Great Balls of Fire

Sometimes nature is responsible for the best special effects.

When a meteor entered the earth’s atmosphere over Saskatchewan last November, more than 100,000 people in Western Canada saw a light show in the night sky that trailed the fireball as it fell to earth.

In the video above, a police dashboard camera caught the whole thing on tape.

Although, no one found the shattered pieces until University of Calgary Grad student Ellen Milley spotted some black lumps on an ice-covered pond.

In Canadian Geographic’s October issue cartographer Steven Fick charts the space rock’s fiery end.

Scientists hadn’t detected this meteor in space, or predicted it would hit the earth. But last year in Sudan some scientists did just that.

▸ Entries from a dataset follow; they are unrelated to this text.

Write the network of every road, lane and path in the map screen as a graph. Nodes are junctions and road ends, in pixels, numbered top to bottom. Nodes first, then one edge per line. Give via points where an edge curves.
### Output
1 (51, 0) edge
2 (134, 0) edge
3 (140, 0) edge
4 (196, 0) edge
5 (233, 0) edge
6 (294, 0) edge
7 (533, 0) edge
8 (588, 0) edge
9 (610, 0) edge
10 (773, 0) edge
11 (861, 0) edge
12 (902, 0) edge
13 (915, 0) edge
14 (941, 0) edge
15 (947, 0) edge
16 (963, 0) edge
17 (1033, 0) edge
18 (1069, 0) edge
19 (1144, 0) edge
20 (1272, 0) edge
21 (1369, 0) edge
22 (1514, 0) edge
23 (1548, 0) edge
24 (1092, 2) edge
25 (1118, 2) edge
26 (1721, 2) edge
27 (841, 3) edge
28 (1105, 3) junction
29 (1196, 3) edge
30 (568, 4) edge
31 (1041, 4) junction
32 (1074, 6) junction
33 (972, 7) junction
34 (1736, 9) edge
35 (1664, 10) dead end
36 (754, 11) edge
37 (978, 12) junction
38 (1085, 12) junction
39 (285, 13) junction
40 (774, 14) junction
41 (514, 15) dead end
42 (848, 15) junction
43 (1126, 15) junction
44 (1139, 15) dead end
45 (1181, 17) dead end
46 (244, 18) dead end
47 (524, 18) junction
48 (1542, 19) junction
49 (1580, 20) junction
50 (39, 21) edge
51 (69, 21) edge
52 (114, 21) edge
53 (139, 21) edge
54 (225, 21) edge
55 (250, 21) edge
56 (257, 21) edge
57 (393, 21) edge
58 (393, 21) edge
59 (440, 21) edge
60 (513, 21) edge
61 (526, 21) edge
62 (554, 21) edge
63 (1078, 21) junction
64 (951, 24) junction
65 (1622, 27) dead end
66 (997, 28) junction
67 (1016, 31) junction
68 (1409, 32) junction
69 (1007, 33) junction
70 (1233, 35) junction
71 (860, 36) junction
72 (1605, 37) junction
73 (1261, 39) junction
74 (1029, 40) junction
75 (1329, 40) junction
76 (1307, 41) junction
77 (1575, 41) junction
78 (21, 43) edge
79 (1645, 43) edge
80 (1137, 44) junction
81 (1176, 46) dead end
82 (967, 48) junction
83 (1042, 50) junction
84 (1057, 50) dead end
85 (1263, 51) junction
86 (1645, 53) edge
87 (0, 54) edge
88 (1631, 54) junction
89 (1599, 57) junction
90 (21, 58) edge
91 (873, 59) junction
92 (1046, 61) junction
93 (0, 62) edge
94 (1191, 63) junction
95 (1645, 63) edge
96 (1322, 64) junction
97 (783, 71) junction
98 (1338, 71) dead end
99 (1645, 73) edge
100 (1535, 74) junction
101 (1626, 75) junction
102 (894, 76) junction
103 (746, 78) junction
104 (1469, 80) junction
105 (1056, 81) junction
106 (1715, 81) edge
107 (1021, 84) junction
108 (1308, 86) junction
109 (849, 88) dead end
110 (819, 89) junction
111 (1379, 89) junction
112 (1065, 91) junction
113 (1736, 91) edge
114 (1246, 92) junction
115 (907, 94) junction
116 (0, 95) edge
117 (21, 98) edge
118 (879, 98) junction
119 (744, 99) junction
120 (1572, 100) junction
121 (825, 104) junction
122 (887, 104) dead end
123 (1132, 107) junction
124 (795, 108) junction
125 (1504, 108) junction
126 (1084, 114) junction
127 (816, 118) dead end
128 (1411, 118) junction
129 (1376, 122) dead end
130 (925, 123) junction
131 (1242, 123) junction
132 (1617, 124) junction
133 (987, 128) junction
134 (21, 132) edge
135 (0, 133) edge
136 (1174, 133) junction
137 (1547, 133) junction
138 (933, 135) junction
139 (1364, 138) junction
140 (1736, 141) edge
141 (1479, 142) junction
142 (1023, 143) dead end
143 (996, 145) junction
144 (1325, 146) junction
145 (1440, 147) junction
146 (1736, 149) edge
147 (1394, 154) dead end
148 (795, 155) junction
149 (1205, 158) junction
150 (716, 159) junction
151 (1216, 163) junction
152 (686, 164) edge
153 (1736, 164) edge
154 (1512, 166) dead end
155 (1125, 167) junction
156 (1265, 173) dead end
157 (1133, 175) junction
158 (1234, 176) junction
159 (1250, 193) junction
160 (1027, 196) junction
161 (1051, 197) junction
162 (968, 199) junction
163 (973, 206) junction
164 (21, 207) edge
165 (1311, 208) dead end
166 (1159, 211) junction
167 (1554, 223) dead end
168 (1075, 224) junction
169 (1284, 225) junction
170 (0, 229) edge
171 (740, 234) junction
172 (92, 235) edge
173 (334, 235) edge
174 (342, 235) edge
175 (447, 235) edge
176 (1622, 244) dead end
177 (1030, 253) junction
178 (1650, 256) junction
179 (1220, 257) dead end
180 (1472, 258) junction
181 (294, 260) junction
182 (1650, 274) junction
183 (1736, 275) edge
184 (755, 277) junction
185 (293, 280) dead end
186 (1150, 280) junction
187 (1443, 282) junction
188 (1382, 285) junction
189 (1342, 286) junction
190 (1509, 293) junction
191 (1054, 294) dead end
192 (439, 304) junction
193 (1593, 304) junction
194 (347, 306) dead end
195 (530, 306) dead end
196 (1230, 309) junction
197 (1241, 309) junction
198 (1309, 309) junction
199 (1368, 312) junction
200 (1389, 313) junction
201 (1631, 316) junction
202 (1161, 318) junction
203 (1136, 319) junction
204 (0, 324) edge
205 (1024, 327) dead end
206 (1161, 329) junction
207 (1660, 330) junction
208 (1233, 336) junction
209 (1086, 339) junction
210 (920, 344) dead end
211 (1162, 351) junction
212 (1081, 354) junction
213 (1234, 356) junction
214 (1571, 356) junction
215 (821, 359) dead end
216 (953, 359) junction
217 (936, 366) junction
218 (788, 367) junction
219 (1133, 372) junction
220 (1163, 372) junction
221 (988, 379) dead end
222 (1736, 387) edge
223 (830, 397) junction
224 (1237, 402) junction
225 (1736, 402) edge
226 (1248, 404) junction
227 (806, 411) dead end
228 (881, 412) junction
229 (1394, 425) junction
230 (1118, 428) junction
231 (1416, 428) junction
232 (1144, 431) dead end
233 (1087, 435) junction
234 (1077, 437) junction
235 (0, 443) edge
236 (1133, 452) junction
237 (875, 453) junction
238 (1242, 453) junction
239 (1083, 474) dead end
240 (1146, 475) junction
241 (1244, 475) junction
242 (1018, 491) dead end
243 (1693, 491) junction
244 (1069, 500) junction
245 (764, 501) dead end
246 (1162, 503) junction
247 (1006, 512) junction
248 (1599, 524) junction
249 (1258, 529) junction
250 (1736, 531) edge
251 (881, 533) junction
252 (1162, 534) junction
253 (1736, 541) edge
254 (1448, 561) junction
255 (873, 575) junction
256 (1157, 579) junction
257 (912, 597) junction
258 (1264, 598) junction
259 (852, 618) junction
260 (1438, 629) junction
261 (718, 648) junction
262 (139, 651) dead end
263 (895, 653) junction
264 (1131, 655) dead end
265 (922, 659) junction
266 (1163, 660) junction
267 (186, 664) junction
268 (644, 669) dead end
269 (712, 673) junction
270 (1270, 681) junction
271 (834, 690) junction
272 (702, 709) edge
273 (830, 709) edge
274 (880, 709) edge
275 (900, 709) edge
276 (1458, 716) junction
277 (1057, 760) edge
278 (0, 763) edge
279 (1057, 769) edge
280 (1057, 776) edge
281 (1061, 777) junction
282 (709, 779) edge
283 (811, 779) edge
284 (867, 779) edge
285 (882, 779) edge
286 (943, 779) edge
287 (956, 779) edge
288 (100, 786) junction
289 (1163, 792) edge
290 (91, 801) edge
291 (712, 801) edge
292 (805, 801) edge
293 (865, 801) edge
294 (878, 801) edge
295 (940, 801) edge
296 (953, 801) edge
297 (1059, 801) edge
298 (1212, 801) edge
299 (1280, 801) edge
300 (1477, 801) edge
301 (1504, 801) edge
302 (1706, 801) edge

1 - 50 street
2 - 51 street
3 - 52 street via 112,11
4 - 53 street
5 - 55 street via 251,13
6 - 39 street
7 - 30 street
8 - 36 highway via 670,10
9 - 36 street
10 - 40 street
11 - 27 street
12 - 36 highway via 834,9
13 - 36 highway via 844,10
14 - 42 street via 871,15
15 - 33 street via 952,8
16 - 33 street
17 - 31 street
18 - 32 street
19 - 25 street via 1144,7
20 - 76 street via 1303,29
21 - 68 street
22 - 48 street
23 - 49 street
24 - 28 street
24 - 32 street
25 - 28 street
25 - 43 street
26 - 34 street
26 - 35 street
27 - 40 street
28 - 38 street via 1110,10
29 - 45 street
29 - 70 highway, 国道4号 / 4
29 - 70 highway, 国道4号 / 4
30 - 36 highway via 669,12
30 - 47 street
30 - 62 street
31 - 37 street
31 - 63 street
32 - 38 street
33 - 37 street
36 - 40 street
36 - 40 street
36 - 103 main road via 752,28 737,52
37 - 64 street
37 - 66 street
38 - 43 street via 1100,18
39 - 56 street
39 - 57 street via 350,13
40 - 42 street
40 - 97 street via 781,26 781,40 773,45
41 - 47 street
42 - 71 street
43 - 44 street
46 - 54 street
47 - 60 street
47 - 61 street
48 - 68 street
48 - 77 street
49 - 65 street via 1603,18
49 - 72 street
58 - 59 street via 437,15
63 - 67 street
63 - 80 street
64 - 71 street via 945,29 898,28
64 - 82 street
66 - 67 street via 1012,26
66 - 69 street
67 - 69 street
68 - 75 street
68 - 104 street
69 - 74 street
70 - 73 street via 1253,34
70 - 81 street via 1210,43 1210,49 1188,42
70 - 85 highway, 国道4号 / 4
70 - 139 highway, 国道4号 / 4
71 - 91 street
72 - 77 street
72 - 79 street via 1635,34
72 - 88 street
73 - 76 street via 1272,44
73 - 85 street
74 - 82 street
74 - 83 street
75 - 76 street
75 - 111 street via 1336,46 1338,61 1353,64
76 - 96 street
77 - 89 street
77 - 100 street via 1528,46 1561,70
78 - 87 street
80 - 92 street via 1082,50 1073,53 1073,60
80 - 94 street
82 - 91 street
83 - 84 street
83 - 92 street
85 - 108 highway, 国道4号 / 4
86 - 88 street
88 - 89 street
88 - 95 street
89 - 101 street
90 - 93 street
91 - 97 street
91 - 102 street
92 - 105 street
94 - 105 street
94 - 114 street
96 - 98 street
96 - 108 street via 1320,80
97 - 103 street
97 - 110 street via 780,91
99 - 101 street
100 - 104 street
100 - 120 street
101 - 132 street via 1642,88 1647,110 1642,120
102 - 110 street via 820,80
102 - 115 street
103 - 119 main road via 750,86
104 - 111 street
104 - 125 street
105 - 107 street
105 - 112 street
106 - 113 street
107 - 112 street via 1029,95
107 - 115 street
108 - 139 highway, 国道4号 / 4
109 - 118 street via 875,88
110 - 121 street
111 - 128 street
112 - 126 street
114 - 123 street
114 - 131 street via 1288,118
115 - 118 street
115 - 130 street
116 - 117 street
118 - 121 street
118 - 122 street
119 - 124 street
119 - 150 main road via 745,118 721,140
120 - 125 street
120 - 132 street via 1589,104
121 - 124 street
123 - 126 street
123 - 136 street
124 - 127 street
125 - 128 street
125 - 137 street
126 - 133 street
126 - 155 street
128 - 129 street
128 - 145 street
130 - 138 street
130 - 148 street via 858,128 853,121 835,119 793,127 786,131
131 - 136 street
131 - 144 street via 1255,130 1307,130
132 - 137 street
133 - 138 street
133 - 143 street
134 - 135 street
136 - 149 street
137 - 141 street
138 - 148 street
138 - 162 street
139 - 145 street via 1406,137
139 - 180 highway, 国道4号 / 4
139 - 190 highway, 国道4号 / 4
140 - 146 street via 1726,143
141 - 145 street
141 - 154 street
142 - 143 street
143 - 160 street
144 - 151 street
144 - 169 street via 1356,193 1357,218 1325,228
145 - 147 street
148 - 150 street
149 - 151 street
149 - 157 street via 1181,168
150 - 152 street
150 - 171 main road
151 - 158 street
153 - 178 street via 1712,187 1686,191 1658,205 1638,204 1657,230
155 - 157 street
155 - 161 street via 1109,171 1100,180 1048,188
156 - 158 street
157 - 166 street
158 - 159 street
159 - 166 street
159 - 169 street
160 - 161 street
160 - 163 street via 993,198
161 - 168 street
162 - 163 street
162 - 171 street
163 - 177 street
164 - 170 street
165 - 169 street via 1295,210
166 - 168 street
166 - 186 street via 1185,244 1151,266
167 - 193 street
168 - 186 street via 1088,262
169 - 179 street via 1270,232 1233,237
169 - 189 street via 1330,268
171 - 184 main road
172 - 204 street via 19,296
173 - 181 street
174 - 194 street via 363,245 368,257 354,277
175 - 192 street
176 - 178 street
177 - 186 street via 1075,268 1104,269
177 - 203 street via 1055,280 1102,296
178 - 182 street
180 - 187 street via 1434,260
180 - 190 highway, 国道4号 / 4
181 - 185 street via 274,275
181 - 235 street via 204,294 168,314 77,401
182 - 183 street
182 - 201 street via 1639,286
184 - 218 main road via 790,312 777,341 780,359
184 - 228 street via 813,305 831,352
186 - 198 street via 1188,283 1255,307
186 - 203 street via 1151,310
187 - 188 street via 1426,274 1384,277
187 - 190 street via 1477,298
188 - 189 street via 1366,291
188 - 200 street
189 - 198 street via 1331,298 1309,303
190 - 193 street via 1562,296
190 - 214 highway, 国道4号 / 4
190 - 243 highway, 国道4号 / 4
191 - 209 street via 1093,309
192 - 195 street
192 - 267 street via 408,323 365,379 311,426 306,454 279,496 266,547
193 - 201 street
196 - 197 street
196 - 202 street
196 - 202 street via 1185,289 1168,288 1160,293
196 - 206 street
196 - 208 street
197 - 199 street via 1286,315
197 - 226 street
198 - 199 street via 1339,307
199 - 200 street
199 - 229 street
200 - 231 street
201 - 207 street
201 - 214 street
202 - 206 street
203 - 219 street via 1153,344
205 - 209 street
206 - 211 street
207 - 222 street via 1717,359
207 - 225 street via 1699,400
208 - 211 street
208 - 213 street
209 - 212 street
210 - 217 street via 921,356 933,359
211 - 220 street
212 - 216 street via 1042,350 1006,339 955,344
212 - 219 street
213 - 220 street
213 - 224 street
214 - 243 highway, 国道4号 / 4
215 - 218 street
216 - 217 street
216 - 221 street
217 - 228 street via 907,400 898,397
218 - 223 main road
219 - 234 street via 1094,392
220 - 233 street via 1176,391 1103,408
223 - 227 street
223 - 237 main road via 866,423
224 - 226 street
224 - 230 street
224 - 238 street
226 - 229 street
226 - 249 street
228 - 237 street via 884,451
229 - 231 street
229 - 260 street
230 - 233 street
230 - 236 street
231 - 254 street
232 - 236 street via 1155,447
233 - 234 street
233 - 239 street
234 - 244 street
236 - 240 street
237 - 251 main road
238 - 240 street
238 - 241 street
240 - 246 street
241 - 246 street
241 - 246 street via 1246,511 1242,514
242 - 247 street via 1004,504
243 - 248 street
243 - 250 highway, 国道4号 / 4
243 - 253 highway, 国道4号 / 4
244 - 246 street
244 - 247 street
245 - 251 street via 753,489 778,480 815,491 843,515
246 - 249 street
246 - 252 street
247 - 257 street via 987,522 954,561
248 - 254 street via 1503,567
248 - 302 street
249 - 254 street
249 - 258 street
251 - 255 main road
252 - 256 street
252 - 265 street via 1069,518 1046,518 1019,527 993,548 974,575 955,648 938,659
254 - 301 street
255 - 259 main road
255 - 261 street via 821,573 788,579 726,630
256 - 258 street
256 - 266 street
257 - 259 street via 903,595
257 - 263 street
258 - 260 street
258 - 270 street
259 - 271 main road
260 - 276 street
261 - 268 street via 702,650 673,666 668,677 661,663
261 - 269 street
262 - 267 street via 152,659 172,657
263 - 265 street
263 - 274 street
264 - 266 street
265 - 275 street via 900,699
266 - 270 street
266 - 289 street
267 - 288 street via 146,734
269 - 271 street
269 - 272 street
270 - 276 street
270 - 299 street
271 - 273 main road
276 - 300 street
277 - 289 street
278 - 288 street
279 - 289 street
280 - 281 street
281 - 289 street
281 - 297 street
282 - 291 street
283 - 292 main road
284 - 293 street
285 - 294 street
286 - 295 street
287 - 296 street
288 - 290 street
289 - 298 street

Magazines like Sky & Telescope and Wired covered the story.

This meteor fell and exploded just like the Canadian one, although it lit up the “predawn darkness over northern Sudan, creating sonic booms, and frightening thousands there and in southern Egypt as they headed home after morning prayers.”

The American scientist who spotted it, astronomer Timothy Spahr, along with a meteor specialist in California, Peter Jenniskens, rounded up students from the University of Khartoum in Sudan and sent them on a mission to locate the debris in the Nubian desert.

The search team succeeded after four days of looking. The black rocks showed up against the desert sand, just as the Canadian space rocks contrasted against the icy ponds of Saskatchewan—a perfect union of astronomy and geography.